:: What you have to do ::
The records below hold pictures; please leave those out and retype the rest exactly.

(Dataset entries)
::::::
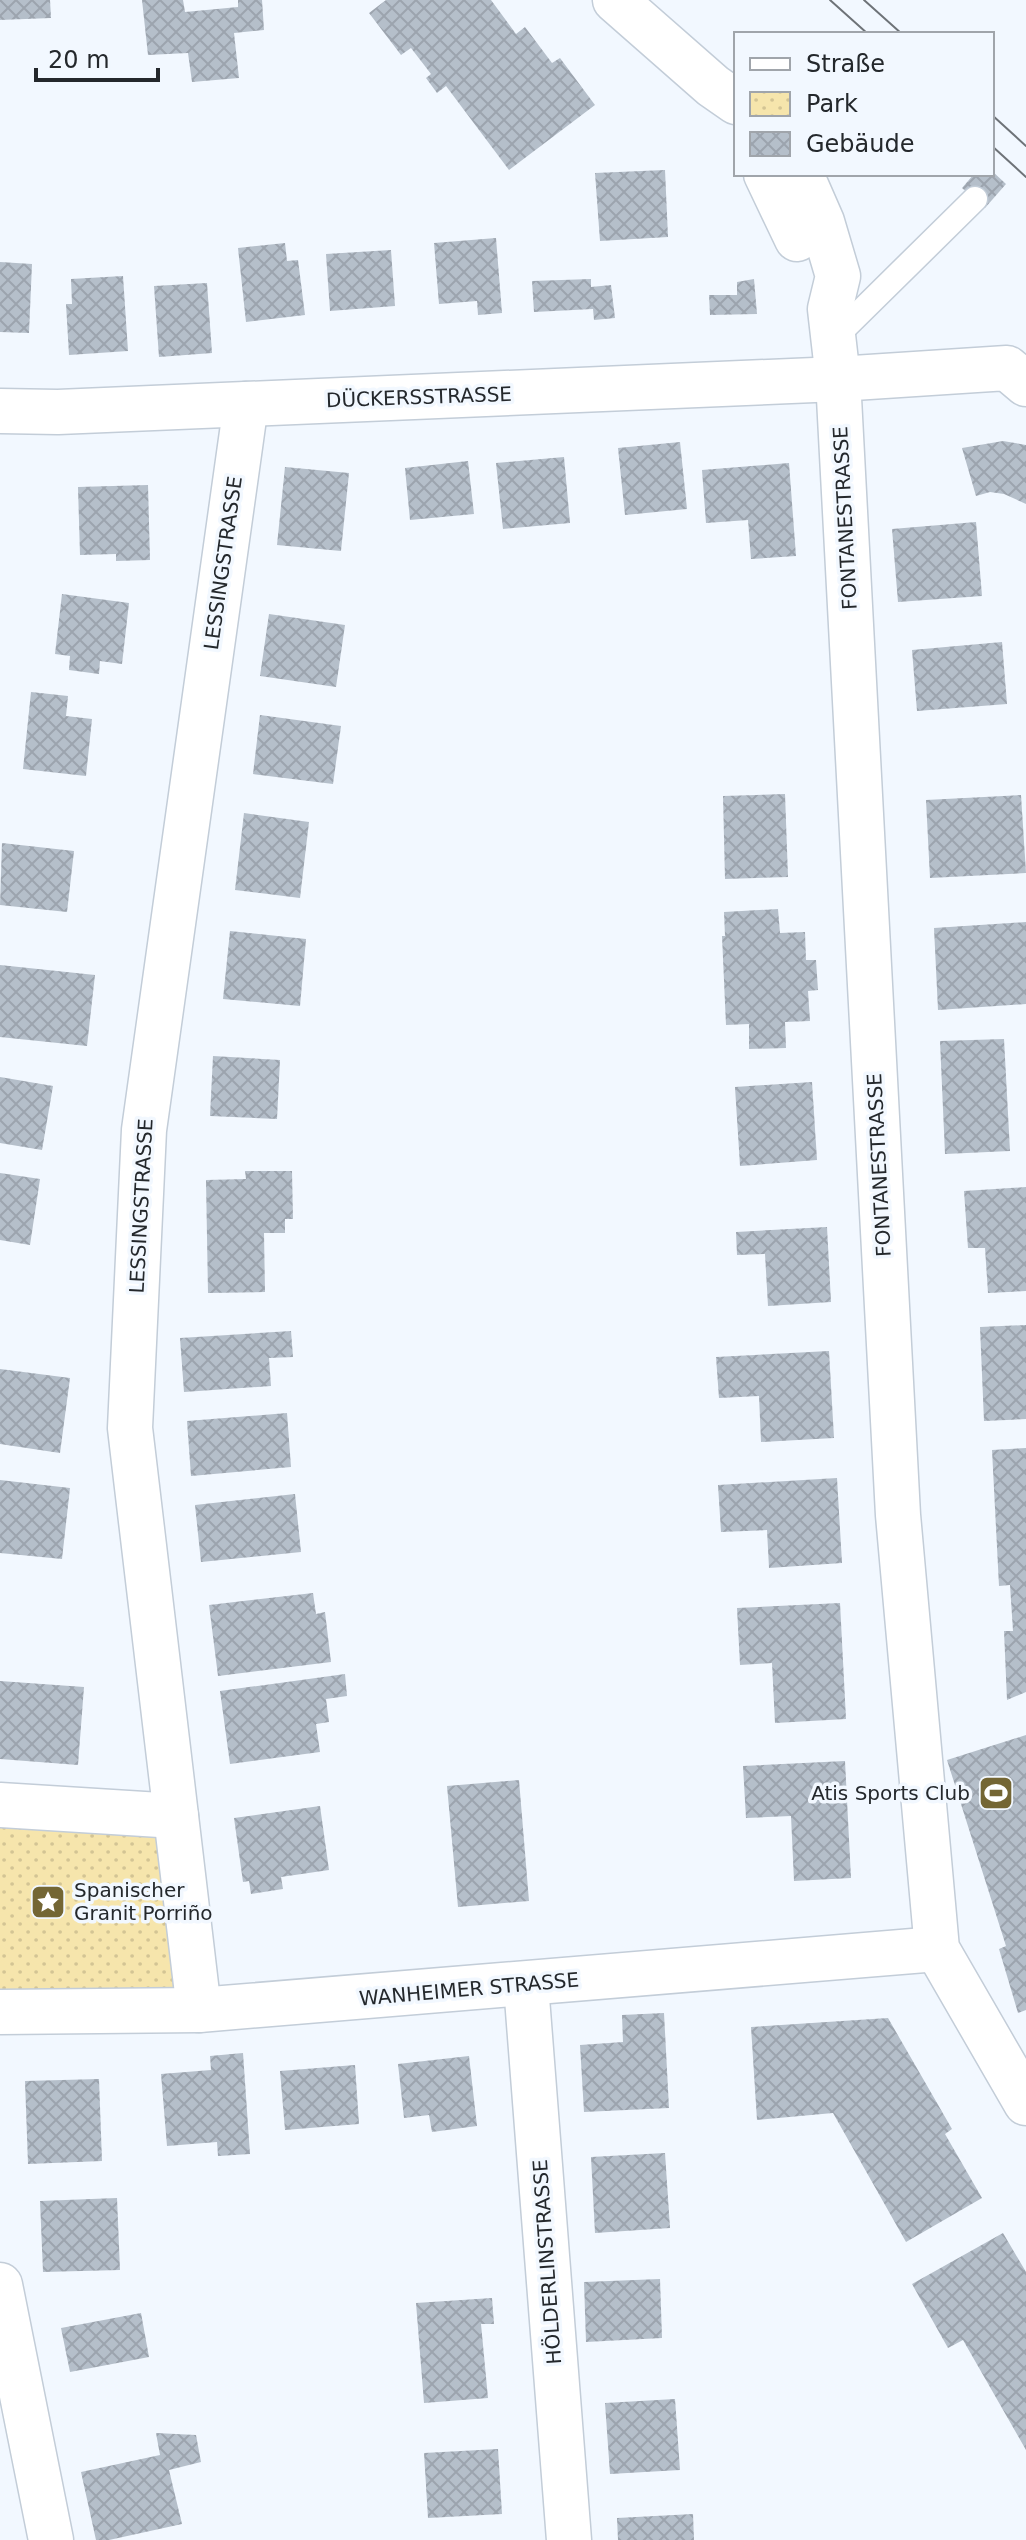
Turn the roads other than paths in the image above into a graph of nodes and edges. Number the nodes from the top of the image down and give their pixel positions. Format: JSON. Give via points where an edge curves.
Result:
{"nodes":[{"id":1,"x":615,"y":0,"type":"edge"},
{"id":2,"x":724,"y":94,"type":"edge"},
{"id":3,"x":734,"y":119,"type":"edge"},
{"id":4,"x":767,"y":176,"type":"edge"},
{"id":5,"x":802,"y":176,"type":"edge"},
{"id":6,"x":975,"y":199,"type":"dead end"},
{"id":7,"x":834,"y":342,"type":"junction"},
{"id":8,"x":1026,"y":384,"type":"edge"},
{"id":9,"x":246,"y":404,"type":"junction"},
{"id":10,"x":0,"y":411,"type":"edge"},
{"id":11,"x":0,"y":1805,"type":"edge"},
{"id":12,"x":176,"y":1816,"type":"junction"},
{"id":13,"x":937,"y":1949,"type":"junction"},
{"id":14,"x":526,"y":1985,"type":"junction"},
{"id":15,"x":199,"y":2010,"type":"junction"},
{"id":16,"x":0,"y":2012,"type":"edge"},
{"id":17,"x":1026,"y":2103,"type":"edge"},
{"id":18,"x":0,"y":2285,"type":"edge"},
{"id":19,"x":51,"y":2540,"type":"edge"},
{"id":20,"x":569,"y":2540,"type":"edge"}],
"edges":[{"from":1,"to":2,"type":"street"},
{"from":2,"to":3,"type":"street"},
{"from":4,"to":7,"type":"street","via":[[796,235]]},
{"from":5,"to":7,"type":"street","name":"FONTANESTRASSE","via":[[838,276]]},
{"from":6,"to":7,"type":"lane"},
{"from":7,"to":8,"type":"street","name":"DÜCKERSSTRASSE","via":[[1007,368]]},
{"from":7,"to":9,"type":"street","name":"DÜCKERSSTRASSE"},
{"from":7,"to":13,"type":"street","name":"FONTANESTRASSE","via":[[898,1515]]},
{"from":9,"to":10,"type":"street","name":"DÜCKERSSTRASSE"},
{"from":9,"to":12,"type":"street","name":"LESSINGSTRASSE","via":[[143,1146],[130,1428]]},
{"from":11,"to":12,"type":"street"},
{"from":12,"to":15,"type":"street","name":"LESSINGSTRASSE"},
{"from":13,"to":14,"type":"street","name":"WANHEIMER STRASSE"},
{"from":13,"to":17,"type":"street"},
{"from":14,"to":15,"type":"street","name":"WANHEIMER STRASSE"},
{"from":14,"to":20,"type":"street","name":"HÖLDERLINSTRASSE"},
{"from":15,"to":16,"type":"street","name":"WANHEIMER STRASSE"},
{"from":18,"to":19,"type":"street"}]}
::::::
:: Result below ::
Turn the roads other than paths in the image above into a graph of nodes and edges. Number the nodes from the top of the image down and give their pixel positions. Format: JSON. Give via points where an edge curves.
Result:
{"nodes":[{"id":1,"x":615,"y":0,"type":"edge"},
{"id":2,"x":724,"y":94,"type":"edge"},
{"id":3,"x":734,"y":119,"type":"edge"},
{"id":4,"x":767,"y":176,"type":"edge"},
{"id":5,"x":802,"y":176,"type":"edge"},
{"id":6,"x":975,"y":199,"type":"dead end"},
{"id":7,"x":834,"y":342,"type":"junction"},
{"id":8,"x":1026,"y":384,"type":"edge"},
{"id":9,"x":246,"y":404,"type":"junction"},
{"id":10,"x":0,"y":411,"type":"edge"},
{"id":11,"x":0,"y":1805,"type":"edge"},
{"id":12,"x":176,"y":1816,"type":"junction"},
{"id":13,"x":937,"y":1949,"type":"junction"},
{"id":14,"x":526,"y":1985,"type":"junction"},
{"id":15,"x":199,"y":2010,"type":"junction"},
{"id":16,"x":0,"y":2012,"type":"edge"},
{"id":17,"x":1026,"y":2103,"type":"edge"},
{"id":18,"x":0,"y":2285,"type":"edge"},
{"id":19,"x":51,"y":2540,"type":"edge"},
{"id":20,"x":569,"y":2540,"type":"edge"}],
"edges":[{"from":1,"to":2,"type":"street"},
{"from":2,"to":3,"type":"street"},
{"from":4,"to":7,"type":"street","via":[[796,235]]},
{"from":5,"to":7,"type":"street","name":"FONTANESTRASSE","via":[[838,276]]},
{"from":6,"to":7,"type":"lane"},
{"from":7,"to":8,"type":"street","name":"DÜCKERSSTRASSE","via":[[1007,368]]},
{"from":7,"to":9,"type":"street","name":"DÜCKERSSTRASSE"},
{"from":7,"to":13,"type":"street","name":"FONTANESTRASSE","via":[[898,1515]]},
{"from":9,"to":10,"type":"street","name":"DÜCKERSSTRASSE"},
{"from":9,"to":12,"type":"street","name":"LESSINGSTRASSE","via":[[143,1146],[130,1428]]},
{"from":11,"to":12,"type":"street"},
{"from":12,"to":15,"type":"street","name":"LESSINGSTRASSE"},
{"from":13,"to":14,"type":"street","name":"WANHEIMER STRASSE"},
{"from":13,"to":17,"type":"street"},
{"from":14,"to":15,"type":"street","name":"WANHEIMER STRASSE"},
{"from":14,"to":20,"type":"street","name":"HÖLDERLINSTRASSE"},
{"from":15,"to":16,"type":"street","name":"WANHEIMER STRASSE"},
{"from":18,"to":19,"type":"street"}]}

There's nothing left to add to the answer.